Issue 4/2015 - Kiev, Moscow and Beyond
Monumental-decorative art, and especially mosaics, were a crucial area of Soviet art policy, most brilliantly developed in the 1960s. The technique is clearly marked by the tendencies of that time. It was a complicated and costly one, practicable only in an economically advanced country that sought to put its development, wealth, and might on display. The country also saw a boom in construction projects, and along with them came a demand for artworks to decorate public spaces. Monumental paintings soon appeared on train stations, hospitals, kindergartens, schools, metro stations, and so forth. Thirst for experimentation, and the quest for new technological solutions, were concentrated in monumental art, the officially sanctioned reflection of culture.
As far as the artists who actually created these decorations were concerned, their job was to fulfill propagandistic and ideological needs, using ideologically vetted subjects. But in doing this, they strove to escape conventional artistic methods, locating themselves instead within the search for new theories of artistic style, experimenting with new materials, and not infrequently belonging to unofficial artists’ clubs, laboring in their studios over decidedly non-Soviet works. In all, it was a period that saw the creation of innumerable colorful mosaics, realized with unique creative methods and, more often than not, simple, thematically accessible subjects. It was a unique cultural phenomenon, unlike almost anything else in Soviet – and even world – history.
In April 2015 the Ukrainian parliament adopted a new law that condemned “totalitarian, communist and Nazi regimes” and declared all symbols and propaganda associated with these regimes illegal. In this way, they legalized the process of removing the symbols of Soviet rule now being actively dispersed in Ukraine, especially in the bigger cities. On all levels of society, discussions ensued between cultural activists and politicians concerning the fate of the cultural legacy created during the Soviet era, and infused with prohibited symbolism. In post-Soviet countries, the practice of destroying these symbols has proceeded reasonably during transitions from a shared Soviet past to independence, and newly-formed states have tried to purge the memory of their connection to the Soviet Union in every way possible. Supporters of the destruction of Soviet symbolism have argued that radical steps will speed the process of helping the country to forget its past humiliations and collective existence, which was tied to the methodical destruction of Ukrainian identity. Further, those combatting Soviet symbolism seem persuaded that their struggle amounts to an act of rescue from the symbols of a government with which Ukraine is in a state of undeclared war, the heir to the Soviet Union’s political legacies. It may be said that one of the aims of these bans on all things Soviet is the cleansing of collective memory and the formation of a “new” historical truth. However, in the case of Ukraine, the processes of “decommunization” did not begin with the proclamation of independence in 1991, as one might expect. This is because the role of leading the country was long reserved for the former party leadership that was already involved in government, and a huge portion of the population, especially in the eastern regions, felt little urgency about removing Soviet symbols from public space. On the contrary, they considered these symbols a part of their identity.

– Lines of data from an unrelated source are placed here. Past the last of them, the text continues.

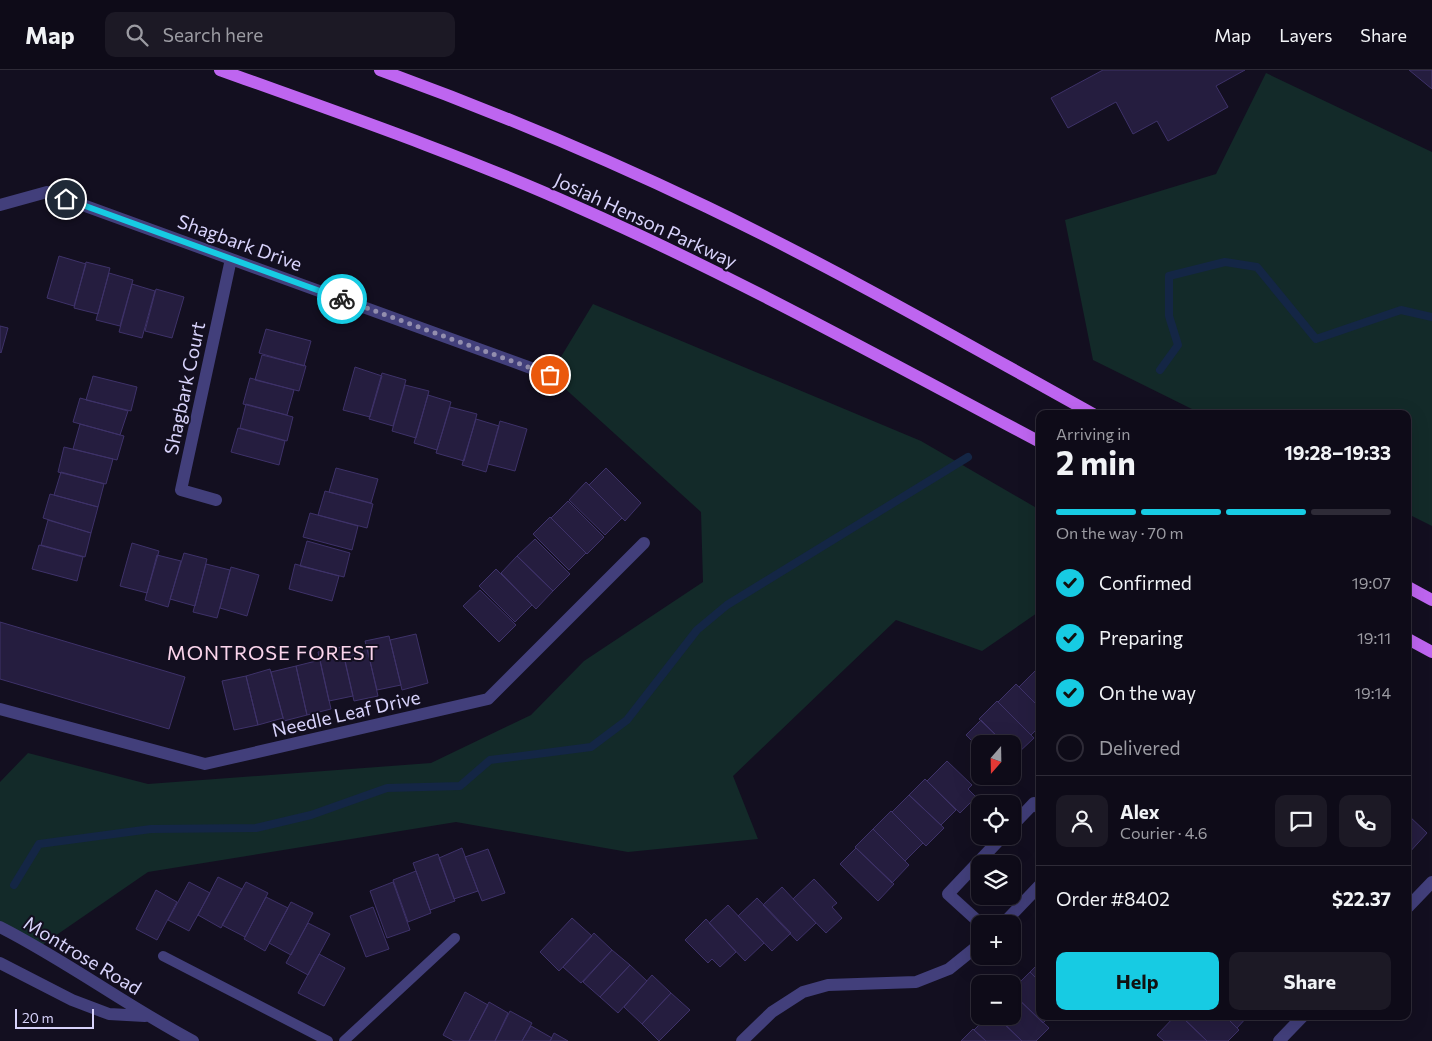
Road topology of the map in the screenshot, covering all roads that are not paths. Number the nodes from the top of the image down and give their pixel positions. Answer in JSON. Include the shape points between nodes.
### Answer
{"nodes":[{"id":1,"x":220,"y":70,"type":"edge"},
{"id":2,"x":380,"y":70,"type":"edge"},
{"id":3,"x":0,"y":205,"type":"edge"},
{"id":4,"x":231,"y":259,"type":"junction"},
{"id":5,"x":550,"y":375,"type":"dead end"},
{"id":6,"x":1086,"y":410,"type":"edge"},
{"id":7,"x":1036,"y":440,"type":"edge"},
{"id":8,"x":216,"y":500,"type":"dead end"},
{"id":9,"x":644,"y":543,"type":"dead end"},
{"id":10,"x":1411,"y":589,"type":"edge"},
{"id":11,"x":1432,"y":600,"type":"edge"},
{"id":12,"x":1411,"y":641,"type":"edge"},
{"id":13,"x":1432,"y":652,"type":"edge"},
{"id":14,"x":0,"y":709,"type":"edge"},
{"id":15,"x":1036,"y":805,"type":"edge"},
{"id":16,"x":1021,"y":818,"type":"edge"},
{"id":17,"x":994,"y":845,"type":"edge"},
{"id":18,"x":1432,"y":882,"type":"edge"},
{"id":19,"x":1036,"y":889,"type":"edge"},
{"id":20,"x":1411,"y":904,"type":"edge"},
{"id":21,"x":971,"y":915,"type":"edge"},
{"id":22,"x":1012,"y":915,"type":"edge"},
{"id":23,"x":0,"y":927,"type":"edge"},
{"id":24,"x":455,"y":938,"type":"dead end"},
{"id":25,"x":971,"y":952,"type":"edge"},
{"id":26,"x":163,"y":956,"type":"dead end"},
{"id":27,"x":0,"y":963,"type":"edge"},
{"id":28,"x":145,"y":1016,"type":"junction"},
{"id":29,"x":1298,"y":1020,"type":"edge"},
{"id":30,"x":193,"y":1041,"type":"edge"},
{"id":31,"x":328,"y":1041,"type":"edge"},
{"id":32,"x":344,"y":1041,"type":"edge"},
{"id":33,"x":742,"y":1041,"type":"edge"},
{"id":34,"x":1279,"y":1041,"type":"edge"}],
"edges":[{"from":1,"to":7,"type":"main road","name":"Josiah Henson Parkway","via":[[452,154],[575,206],[713,271]]},
{"from":2,"to":6,"type":"main road","name":"Josiah Henson Parkway","via":[[511,120],[708,208],[836,272]]},
{"from":3,"to":4,"type":"street","name":"Shagbark Drive","via":[[47,192]]},
{"from":4,"to":5,"type":"street","name":"Shagbark Drive"},
{"from":4,"to":8,"type":"street","name":"Shagbark Court","via":[[181,490]]},
{"from":9,"to":14,"type":"street","name":"Needle Leaf Drive","via":[[488,699],[206,764]]},
{"from":10,"to":11,"type":"main road"},
{"from":12,"to":13,"type":"main road"},
{"from":15,"to":16,"type":"street"},
{"from":17,"to":21,"type":"street","via":[[948,894]]},
{"from":18,"to":20,"type":"street"},
{"from":19,"to":22,"type":"street"},
{"from":23,"to":28,"type":"street","name":"Montrose Road","via":[[57,958]]},
{"from":24,"to":32,"type":"lane"},
{"from":25,"to":33,"type":"street","via":[[949,970],[916,982],[828,985],[803,992],[772,1012]]},
{"from":26,"to":31,"type":"lane"},
{"from":27,"to":28,"type":"street","name":"Montrose Road","via":[[72,1000],[109,1014]]},
{"from":28,"to":30,"type":"street","name":"Montrose Road"},
{"from":29,"to":34,"type":"street"}]}
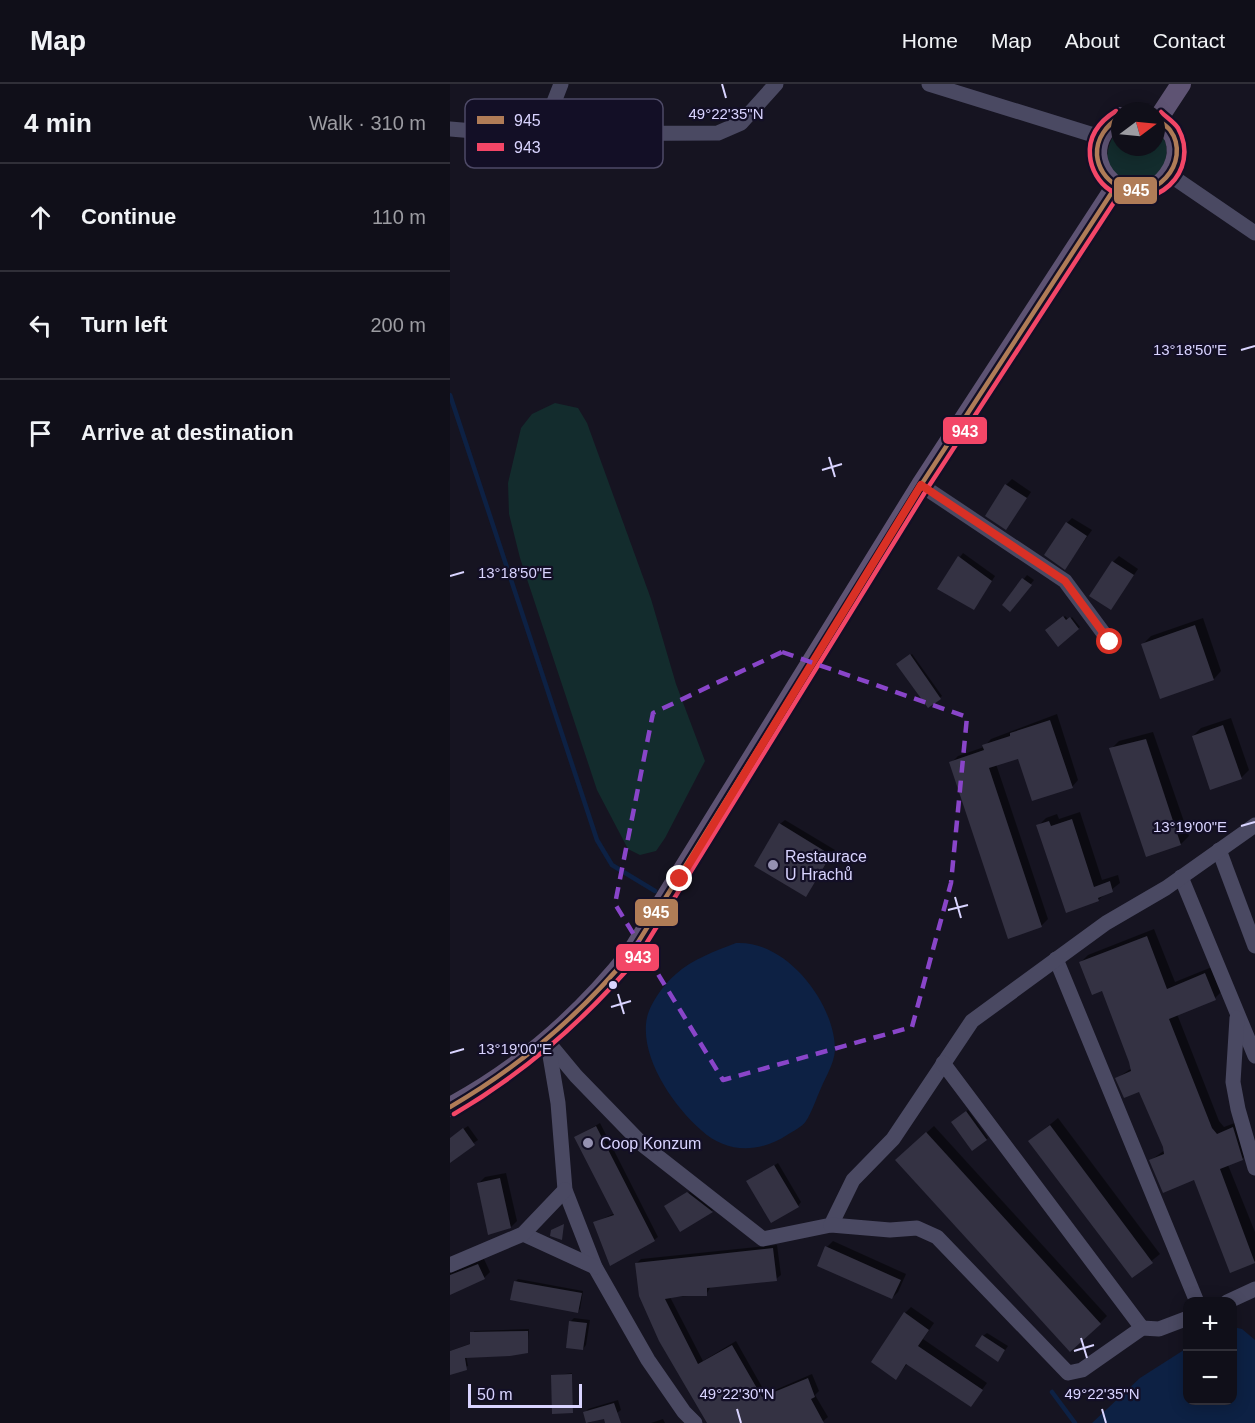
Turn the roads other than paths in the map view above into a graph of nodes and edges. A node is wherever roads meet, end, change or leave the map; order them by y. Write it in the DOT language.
graph roads {
  1 [pos="561,84"];
  2 [pos="776,84"];
  3 [pos="929,84"];
  4 [pos="1181,84"];
  5 [pos="555,99"];
  6 [pos="1165,107"];
  7 [pos="1111,123"];
  8 [pos="1165,125"];
  9 [pos="450,129"];
  10 [pos="465,130"];
  11 [pos="663,133"];
  12 [pos="1100,137"];
  13 [pos="1170,175"];
  14 [pos="1116,186"];
  15 [pos="1255,233"];
  16 [pos="921,485"];
  17 [pos="1110,642"];
  18 [pos="1255,825"];
  19 [pos="1219,850"];
  20 [pos="1181,877"];
  21 [pos="1255,946"];
  22 [pos="1056,959"];
  23 [pos="1237,1012"];
  24 [pos="547,1041"];
  25 [pos="1255,1056"];
  26 [pos="943,1063"];
  27 [pos="450,1107"];
  28 [pos="1255,1168"];
  29 [pos="565,1190"];
  30 [pos="831,1225"];
  31 [pos="523,1234"];
  32 [pos="450,1264"];
  33 [pos="595,1267"];
  34 [pos="1255,1290"];
  35 [pos="1195,1297"];
  36 [pos="1237,1298"];
  37 [pos="1183,1320"];
  38 [pos="1142,1328"];
  39 [pos="695,1423"];
  1 -- 5 [label="street"];
  2 -- 11 [label="street"];
  3 -- 12 [label="street"];
  4 -- 6 [label="main road"];
  7 -- 12 [label="main road"];
  8 -- 13 [label="main road"];
  9 -- 10 [label="street"];
  12 -- 14 [label="main road"];
  13 -- 14 [label="main road"];
  13 -- 15 [label="street"];
  14 -- 16 [label="main road"];
  16 -- 17 [label="street"];
  16 -- 24 [label="main road"];
  18 -- 19 [label="street"];
  19 -- 20 [label="street"];
  19 -- 21 [label="street"];
  20 -- 22 [label="street"];
  20 -- 23 [label="street"];
  22 -- 26 [label="street"];
  22 -- 35 [label="street"];
  23 -- 25 [label="street"];
  23 -- 28 [label="street"];
  24 -- 27 [label="main road"];
  24 -- 29 [label="street"];
  24 -- 30 [label="street"];
  26 -- 30 [label="street"];
  26 -- 38 [label="street"];
  29 -- 31 [label="street"];
  29 -- 33 [label="street"];
  30 -- 38 [label="street"];
  31 -- 32 [label="street"];
  31 -- 33 [label="street"];
  33 -- 39 [label="street"];
  34 -- 36 [label="street"];
  37 -- 38 [label="street"];
}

It is also important to understand that the current conflict is not about the substance of ideology. Rather, it is a struggle with an external constituency, an unacceptable symbology that once served as a means for the promotion of communist ideology. But beneath this outer casing, vestiges of the past yet lie. The history of Ukraine includes many moments of conflict, and the new law, unfortunately, will not help to reconsider them; its effects will instead be limited to expunging the “unacceptable” parts of a history that is still producing new social conflicts.
In the struggle to preserve the prohibited symbols, one of the ideas that might be considered successful is the plan to create a so-called “Museum of Totalitarianism” in which to gather examples of the monumental art that served in Soviet times as a form of propaganda in public space and was distributed across the entire expanse of Ukraine. The law “on the condemnation of totalitarian regimes” includes a waiver clause for works of art from the Soviet period. The problem is that the mosaics most often are not registered as works of art, leaving the owners of the properties where they are situated free to deal with them at their own discretion – which may include painting over, razing, or covering them with ads. And if it is possible to enter into dialogues with city governments on an official level and address the situation, the matter reads tremendously differently to those of a radically nationalistic mindset, who have no compunction about deciding the fate of art in the style of China’s Cultural Revolution, or with the iconoclasm of the Byzantine Empire – that is, by barbaric methods.